─── DATA TO EXAMINE ───
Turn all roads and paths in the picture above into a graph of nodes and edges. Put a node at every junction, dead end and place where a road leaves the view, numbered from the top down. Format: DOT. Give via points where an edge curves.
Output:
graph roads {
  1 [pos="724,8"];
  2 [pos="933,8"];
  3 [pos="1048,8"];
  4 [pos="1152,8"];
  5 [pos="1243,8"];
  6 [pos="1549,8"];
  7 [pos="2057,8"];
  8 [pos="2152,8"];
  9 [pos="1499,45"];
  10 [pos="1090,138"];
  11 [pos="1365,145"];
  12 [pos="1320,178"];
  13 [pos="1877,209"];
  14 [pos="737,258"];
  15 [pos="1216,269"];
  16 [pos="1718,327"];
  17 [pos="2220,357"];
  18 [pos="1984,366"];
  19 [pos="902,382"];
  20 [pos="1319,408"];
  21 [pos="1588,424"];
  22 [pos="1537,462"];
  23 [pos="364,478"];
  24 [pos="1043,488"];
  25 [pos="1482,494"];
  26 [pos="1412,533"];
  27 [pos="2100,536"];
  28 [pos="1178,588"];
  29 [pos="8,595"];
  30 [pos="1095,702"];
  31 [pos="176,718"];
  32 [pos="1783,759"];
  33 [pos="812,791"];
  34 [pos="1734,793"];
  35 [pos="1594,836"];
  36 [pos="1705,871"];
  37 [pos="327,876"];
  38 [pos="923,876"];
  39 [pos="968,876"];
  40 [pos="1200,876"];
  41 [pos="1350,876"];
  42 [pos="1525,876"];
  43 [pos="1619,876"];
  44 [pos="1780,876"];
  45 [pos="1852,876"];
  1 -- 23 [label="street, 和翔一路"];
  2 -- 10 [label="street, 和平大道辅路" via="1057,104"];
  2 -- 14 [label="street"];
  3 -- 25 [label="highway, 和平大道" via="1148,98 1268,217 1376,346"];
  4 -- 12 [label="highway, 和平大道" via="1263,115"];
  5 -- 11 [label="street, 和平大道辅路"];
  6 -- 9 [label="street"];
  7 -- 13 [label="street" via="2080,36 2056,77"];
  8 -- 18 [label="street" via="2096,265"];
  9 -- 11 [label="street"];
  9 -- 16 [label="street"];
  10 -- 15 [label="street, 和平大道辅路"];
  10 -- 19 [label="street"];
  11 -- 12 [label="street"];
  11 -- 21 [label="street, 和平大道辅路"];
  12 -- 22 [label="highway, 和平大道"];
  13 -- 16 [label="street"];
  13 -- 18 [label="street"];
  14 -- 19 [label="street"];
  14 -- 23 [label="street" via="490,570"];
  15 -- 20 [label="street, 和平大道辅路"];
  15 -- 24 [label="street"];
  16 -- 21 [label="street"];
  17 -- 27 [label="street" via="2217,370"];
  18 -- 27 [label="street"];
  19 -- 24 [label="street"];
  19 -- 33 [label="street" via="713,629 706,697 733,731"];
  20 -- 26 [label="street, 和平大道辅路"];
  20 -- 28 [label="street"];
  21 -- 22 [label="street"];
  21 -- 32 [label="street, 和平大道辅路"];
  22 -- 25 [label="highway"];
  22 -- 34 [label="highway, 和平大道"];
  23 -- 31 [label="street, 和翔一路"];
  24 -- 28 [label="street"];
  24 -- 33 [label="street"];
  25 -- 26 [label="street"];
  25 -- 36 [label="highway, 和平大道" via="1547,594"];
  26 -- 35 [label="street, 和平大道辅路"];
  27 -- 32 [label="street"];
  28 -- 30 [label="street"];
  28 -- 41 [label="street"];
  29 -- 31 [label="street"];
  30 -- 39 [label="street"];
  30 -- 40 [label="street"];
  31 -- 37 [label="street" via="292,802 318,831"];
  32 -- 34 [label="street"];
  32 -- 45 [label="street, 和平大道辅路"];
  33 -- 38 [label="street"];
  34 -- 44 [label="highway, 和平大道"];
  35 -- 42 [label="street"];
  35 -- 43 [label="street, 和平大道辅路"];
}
───
## [EXERCISE GOAL]
After the last line of the data, restate all the entries verbatim.

## [FINAL ANSWER]
Turn all roads and paths in the picture above into a graph of nodes and edges. Put a node at every junction, dead end and place where a road leaves the view, numbered from the top down. Format: DOT. Give via points where an edge curves.
Output:
graph roads {
  1 [pos="724,8"];
  2 [pos="933,8"];
  3 [pos="1048,8"];
  4 [pos="1152,8"];
  5 [pos="1243,8"];
  6 [pos="1549,8"];
  7 [pos="2057,8"];
  8 [pos="2152,8"];
  9 [pos="1499,45"];
  10 [pos="1090,138"];
  11 [pos="1365,145"];
  12 [pos="1320,178"];
  13 [pos="1877,209"];
  14 [pos="737,258"];
  15 [pos="1216,269"];
  16 [pos="1718,327"];
  17 [pos="2220,357"];
  18 [pos="1984,366"];
  19 [pos="902,382"];
  20 [pos="1319,408"];
  21 [pos="1588,424"];
  22 [pos="1537,462"];
  23 [pos="364,478"];
  24 [pos="1043,488"];
  25 [pos="1482,494"];
  26 [pos="1412,533"];
  27 [pos="2100,536"];
  28 [pos="1178,588"];
  29 [pos="8,595"];
  30 [pos="1095,702"];
  31 [pos="176,718"];
  32 [pos="1783,759"];
  33 [pos="812,791"];
  34 [pos="1734,793"];
  35 [pos="1594,836"];
  36 [pos="1705,871"];
  37 [pos="327,876"];
  38 [pos="923,876"];
  39 [pos="968,876"];
  40 [pos="1200,876"];
  41 [pos="1350,876"];
  42 [pos="1525,876"];
  43 [pos="1619,876"];
  44 [pos="1780,876"];
  45 [pos="1852,876"];
  1 -- 23 [label="street, 和翔一路"];
  2 -- 10 [label="street, 和平大道辅路" via="1057,104"];
  2 -- 14 [label="street"];
  3 -- 25 [label="highway, 和平大道" via="1148,98 1268,217 1376,346"];
  4 -- 12 [label="highway, 和平大道" via="1263,115"];
  5 -- 11 [label="street, 和平大道辅路"];
  6 -- 9 [label="street"];
  7 -- 13 [label="street" via="2080,36 2056,77"];
  8 -- 18 [label="street" via="2096,265"];
  9 -- 11 [label="street"];
  9 -- 16 [label="street"];
  10 -- 15 [label="street, 和平大道辅路"];
  10 -- 19 [label="street"];
  11 -- 12 [label="street"];
  11 -- 21 [label="street, 和平大道辅路"];
  12 -- 22 [label="highway, 和平大道"];
  13 -- 16 [label="street"];
  13 -- 18 [label="street"];
  14 -- 19 [label="street"];
  14 -- 23 [label="street" via="490,570"];
  15 -- 20 [label="street, 和平大道辅路"];
  15 -- 24 [label="street"];
  16 -- 21 [label="street"];
  17 -- 27 [label="street" via="2217,370"];
  18 -- 27 [label="street"];
  19 -- 24 [label="street"];
  19 -- 33 [label="street" via="713,629 706,697 733,731"];
  20 -- 26 [label="street, 和平大道辅路"];
  20 -- 28 [label="street"];
  21 -- 22 [label="street"];
  21 -- 32 [label="street, 和平大道辅路"];
  22 -- 25 [label="highway"];
  22 -- 34 [label="highway, 和平大道"];
  23 -- 31 [label="street, 和翔一路"];
  24 -- 28 [label="street"];
  24 -- 33 [label="street"];
  25 -- 26 [label="street"];
  25 -- 36 [label="highway, 和平大道" via="1547,594"];
  26 -- 35 [label="street, 和平大道辅路"];
  27 -- 32 [label="street"];
  28 -- 30 [label="street"];
  28 -- 41 [label="street"];
  29 -- 31 [label="street"];
  30 -- 39 [label="street"];
  30 -- 40 [label="street"];
  31 -- 37 [label="street" via="292,802 318,831"];
  32 -- 34 [label="street"];
  32 -- 45 [label="street, 和平大道辅路"];
  33 -- 38 [label="street"];
  34 -- 44 [label="highway, 和平大道"];
  35 -- 42 [label="street"];
  35 -- 43 [label="street, 和平大道辅路"];
}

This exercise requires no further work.